***** Information shown *****
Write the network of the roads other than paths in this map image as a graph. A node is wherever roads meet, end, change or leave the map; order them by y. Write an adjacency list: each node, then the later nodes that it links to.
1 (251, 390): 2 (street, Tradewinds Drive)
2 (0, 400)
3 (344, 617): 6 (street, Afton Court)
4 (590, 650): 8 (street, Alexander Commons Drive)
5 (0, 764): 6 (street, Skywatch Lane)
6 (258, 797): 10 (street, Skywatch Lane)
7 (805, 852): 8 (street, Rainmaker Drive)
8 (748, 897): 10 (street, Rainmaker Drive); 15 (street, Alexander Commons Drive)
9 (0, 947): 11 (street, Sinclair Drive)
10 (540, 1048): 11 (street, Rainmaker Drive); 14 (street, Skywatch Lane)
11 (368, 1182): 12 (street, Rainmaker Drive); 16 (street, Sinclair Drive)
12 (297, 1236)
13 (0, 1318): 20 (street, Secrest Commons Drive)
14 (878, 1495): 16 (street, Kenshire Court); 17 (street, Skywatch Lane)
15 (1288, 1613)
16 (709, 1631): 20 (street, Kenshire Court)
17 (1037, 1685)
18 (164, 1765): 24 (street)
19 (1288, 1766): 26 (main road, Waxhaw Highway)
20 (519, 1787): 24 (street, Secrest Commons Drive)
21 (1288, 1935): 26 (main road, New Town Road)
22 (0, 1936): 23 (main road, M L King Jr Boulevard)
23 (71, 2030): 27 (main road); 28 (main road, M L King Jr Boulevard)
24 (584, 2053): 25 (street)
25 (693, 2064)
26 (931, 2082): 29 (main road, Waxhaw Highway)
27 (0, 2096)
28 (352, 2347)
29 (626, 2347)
*****
Problem to solve: Within the material, find all lines that hold the word "Commons" and show them.

Task response:
4 (590, 650): 8 (street, Alexander Commons Drive)
8 (748, 897): 10 (street, Rainmaker Drive); 15 (street, Alexander Commons Drive)
13 (0, 1318): 20 (street, Secrest Commons Drive)
20 (519, 1787): 24 (street, Secrest Commons Drive)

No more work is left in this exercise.